What is needed:
Among the entries below, find the lines with the word "Pine" and return them.

Given data:
_ _ _ _

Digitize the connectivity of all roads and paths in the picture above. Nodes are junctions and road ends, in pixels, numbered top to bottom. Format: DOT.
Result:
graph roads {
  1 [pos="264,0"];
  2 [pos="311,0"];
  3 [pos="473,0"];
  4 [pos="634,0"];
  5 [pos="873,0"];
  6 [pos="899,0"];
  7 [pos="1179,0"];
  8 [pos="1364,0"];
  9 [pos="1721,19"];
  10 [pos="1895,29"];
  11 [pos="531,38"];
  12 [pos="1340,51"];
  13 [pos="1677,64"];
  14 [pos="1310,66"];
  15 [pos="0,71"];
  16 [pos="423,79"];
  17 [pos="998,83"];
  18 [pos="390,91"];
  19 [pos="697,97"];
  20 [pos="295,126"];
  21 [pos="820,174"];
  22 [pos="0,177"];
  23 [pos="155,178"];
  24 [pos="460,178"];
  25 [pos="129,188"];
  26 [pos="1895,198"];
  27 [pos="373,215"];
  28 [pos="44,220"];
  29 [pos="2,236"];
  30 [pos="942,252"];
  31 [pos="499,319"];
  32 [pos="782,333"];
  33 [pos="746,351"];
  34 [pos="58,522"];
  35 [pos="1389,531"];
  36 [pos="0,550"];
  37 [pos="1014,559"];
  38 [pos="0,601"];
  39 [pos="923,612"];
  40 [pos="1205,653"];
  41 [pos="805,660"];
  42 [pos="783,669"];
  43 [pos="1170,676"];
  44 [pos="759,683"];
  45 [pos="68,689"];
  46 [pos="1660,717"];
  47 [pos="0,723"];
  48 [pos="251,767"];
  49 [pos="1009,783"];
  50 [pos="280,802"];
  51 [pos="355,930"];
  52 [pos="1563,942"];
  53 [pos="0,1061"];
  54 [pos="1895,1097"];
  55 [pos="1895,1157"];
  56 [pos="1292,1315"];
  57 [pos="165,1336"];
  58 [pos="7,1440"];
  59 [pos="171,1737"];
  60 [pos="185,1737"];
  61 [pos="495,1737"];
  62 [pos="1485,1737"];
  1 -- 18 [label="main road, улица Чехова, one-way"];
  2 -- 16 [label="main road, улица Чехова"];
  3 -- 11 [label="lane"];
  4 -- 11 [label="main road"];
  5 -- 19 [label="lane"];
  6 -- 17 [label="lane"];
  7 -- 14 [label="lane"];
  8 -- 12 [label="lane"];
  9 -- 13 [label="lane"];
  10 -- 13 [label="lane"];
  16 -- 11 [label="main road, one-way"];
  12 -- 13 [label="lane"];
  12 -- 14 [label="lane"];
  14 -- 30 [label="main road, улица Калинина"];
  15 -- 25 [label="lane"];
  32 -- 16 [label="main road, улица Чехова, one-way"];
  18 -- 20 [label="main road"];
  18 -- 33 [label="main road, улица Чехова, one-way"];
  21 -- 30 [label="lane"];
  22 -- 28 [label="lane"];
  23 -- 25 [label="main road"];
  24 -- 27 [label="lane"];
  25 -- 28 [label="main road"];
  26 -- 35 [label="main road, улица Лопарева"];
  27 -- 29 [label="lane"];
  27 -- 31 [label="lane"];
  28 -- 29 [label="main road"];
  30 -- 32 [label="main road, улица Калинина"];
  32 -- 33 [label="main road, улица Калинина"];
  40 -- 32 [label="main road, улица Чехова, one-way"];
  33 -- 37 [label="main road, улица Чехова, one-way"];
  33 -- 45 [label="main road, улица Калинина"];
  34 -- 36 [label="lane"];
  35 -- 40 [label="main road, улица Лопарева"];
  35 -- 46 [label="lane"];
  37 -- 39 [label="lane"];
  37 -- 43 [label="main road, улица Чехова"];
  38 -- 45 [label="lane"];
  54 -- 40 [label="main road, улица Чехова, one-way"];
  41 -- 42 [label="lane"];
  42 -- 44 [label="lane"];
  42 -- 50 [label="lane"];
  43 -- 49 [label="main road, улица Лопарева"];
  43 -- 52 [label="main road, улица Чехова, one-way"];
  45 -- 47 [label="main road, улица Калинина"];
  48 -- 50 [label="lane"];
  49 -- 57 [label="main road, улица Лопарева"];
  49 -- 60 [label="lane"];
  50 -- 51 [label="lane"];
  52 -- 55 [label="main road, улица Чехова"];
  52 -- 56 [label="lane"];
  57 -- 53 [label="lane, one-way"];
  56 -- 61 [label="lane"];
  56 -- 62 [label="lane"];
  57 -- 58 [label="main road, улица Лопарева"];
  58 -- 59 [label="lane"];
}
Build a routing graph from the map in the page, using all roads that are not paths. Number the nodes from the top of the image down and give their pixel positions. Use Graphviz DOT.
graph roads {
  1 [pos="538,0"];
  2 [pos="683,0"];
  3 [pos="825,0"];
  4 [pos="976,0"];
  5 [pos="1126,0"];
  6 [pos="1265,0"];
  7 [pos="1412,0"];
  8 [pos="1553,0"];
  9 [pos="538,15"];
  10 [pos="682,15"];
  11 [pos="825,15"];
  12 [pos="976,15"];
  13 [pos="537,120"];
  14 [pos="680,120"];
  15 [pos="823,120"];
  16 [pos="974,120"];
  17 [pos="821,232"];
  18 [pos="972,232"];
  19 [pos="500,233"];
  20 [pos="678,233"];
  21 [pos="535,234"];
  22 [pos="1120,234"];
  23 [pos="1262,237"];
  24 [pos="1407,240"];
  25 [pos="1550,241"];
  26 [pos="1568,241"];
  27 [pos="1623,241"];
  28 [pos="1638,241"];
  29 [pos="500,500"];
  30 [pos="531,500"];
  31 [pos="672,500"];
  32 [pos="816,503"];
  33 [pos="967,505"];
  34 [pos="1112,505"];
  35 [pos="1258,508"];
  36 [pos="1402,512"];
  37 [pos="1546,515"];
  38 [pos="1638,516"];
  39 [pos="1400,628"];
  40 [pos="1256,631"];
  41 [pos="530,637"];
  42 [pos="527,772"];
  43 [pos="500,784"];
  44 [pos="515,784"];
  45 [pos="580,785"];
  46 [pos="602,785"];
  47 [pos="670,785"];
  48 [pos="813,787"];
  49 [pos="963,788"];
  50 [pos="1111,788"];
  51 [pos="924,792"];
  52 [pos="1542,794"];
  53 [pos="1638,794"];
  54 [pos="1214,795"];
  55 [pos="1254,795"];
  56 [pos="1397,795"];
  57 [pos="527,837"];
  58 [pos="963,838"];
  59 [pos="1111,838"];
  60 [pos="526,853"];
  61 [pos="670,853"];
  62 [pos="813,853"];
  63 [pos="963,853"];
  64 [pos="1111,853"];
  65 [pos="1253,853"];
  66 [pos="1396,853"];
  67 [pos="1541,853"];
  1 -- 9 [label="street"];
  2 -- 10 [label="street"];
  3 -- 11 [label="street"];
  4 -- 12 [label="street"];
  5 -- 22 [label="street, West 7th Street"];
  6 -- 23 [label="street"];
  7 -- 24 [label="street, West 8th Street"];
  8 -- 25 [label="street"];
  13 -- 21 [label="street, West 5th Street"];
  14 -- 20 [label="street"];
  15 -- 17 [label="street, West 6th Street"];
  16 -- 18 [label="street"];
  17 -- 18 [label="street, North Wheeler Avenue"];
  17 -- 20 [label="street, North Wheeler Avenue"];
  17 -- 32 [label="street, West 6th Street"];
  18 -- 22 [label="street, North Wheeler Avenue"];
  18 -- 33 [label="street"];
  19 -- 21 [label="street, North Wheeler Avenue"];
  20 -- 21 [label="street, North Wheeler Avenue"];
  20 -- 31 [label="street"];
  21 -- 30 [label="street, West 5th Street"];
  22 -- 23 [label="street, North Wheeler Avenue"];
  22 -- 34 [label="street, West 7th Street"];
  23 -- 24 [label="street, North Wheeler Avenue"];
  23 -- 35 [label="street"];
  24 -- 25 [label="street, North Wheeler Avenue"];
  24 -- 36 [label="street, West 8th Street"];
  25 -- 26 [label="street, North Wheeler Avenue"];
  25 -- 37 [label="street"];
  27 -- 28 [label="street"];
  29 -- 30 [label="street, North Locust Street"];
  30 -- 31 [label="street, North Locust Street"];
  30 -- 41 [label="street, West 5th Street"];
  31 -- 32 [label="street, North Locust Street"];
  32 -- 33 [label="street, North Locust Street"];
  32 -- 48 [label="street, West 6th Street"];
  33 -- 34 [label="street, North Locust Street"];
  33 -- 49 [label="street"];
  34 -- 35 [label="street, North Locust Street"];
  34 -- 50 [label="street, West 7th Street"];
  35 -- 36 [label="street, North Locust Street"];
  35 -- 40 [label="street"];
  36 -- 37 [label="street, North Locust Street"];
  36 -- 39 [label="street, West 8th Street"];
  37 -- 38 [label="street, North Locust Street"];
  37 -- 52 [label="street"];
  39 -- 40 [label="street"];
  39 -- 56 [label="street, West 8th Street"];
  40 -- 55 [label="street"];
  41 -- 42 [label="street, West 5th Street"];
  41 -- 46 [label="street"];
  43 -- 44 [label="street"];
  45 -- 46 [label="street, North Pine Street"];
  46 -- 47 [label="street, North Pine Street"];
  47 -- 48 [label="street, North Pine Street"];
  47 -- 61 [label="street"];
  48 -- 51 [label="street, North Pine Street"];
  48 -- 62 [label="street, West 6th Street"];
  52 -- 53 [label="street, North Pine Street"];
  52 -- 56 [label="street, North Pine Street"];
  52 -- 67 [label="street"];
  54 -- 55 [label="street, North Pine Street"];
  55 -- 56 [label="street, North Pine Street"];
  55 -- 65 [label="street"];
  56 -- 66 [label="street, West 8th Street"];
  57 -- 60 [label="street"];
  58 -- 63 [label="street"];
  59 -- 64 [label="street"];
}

_ _ _ _

Task result:
  45 -- 46 [label="street, North Pine Street"];
  46 -- 47 [label="street, North Pine Street"];
  47 -- 48 [label="street, North Pine Street"];
  48 -- 51 [label="street, North Pine Street"];
  52 -- 53 [label="street, North Pine Street"];
  52 -- 56 [label="street, North Pine Street"];
  54 -- 55 [label="street, North Pine Street"];
  55 -- 56 [label="street, North Pine Street"];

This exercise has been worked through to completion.